In women of reproductive age, E1 is mainly produced from the enzymatic conversion of androstenedione, which is secreted under the influence of LH by the thecal cells. The aromatase activity depends on FSH. In the menopausal women and in men, E1 and its sulphate represent the main circulating oestrogens. The biological function of E1 is still speculative, but it could be related to the regulatory effect that the conversion of E1 into E2 has on the degree of oestrogenisation.

3.1.3 Oestriol (E3)

In women of reproductive age, the very low concentrations of E3 are produced by hepatic hydroxylation of E1 and E2. During pregnancy, E3 is produced in large quantities from the foeto-placental unit. As 17-hydroxylase is lacking in the placenta and 3-b -hydroxy-dehydrogenase is absent in the foetus, the E3 production is dependent on a foeto-placental collaboration. The mechanism is as follows, placental pregnenolone (the precursor of progesterone) is reduced to dehydroepiandrosterone sulphate (DHEAS) in the foetal adrenal glands. DHEAS returns to the placenta, where it is transformed into androstenedione and then into E3. The E3 concentrations strongly increase during pregnancy, reflecting thus the foeto-placental co-operation. For this reason the level of E3 has been used for a long time to assess high-risk pregnancies. The biological role of E3 remains still unknown.

3.2 Progesterone (P4)

In non-pregnant women of reproductive age, P4 is essentially of ovarian origin, the participation of the adrenal cortex is negligible. In the middle of the menstrual cycle, it is the LH peak which induces biochemical and phenotypical changes of granulosa cells, called also "the process of luteinisation". This process makes the granulosa cells capable to produce progesterone. Thus, progesterone, which becomes detectable from midcycle onwards, is essentially produced by the corpus luteum. In the beginning of pregnancy (< 12 weeks), P4 is also produced by the corpus luteum; after 12 - 14 weeks of pregnancy the synthesis and production of P4 are exclusively of placental origin The biological role of P4 is to transform the uterine mucosa, already stimulated by E2, in a secretory mucosa, which can receive a fertilised ovum.
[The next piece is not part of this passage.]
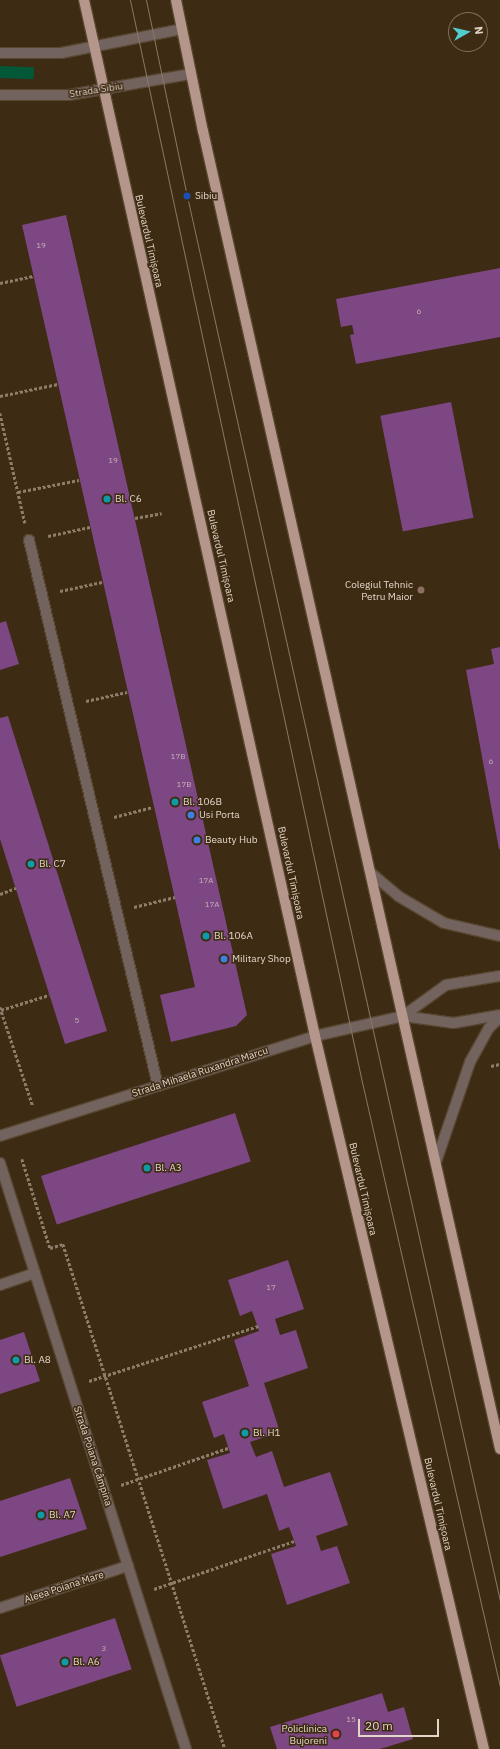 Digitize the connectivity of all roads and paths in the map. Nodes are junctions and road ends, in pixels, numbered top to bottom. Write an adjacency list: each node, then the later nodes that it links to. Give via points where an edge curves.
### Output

On the other hand, progesterone inhibits uterine contractions. Progesterone synthesis in the corpus luteum is stimulated by LH and hCG. The regulation of progesterone production in the placenta is not yet known, but it is thought to be partly dependent on hCG.

3.3 Testosterone (T)

In women of reproductive age, T is produced by the thecal cells which surround the follicle. This androgen (T) serves as a substrate for the synthesis of E2, but it is also detected in circulation, even in very low concentrations. In men testosterone is produced by Leydig cells, but the contribution of adrenal androgens cannot be neglected, especially in certain pathologies of the new born. The biological role of T in women is to favour follicular atresia (a follicle which has a diminished capacity of aromatisation cannot aromatise all androgens becomes atretic). In men, T provides the appearance of secondary sex characteristics (voice, pilosity) and controls gonadotropins secretion.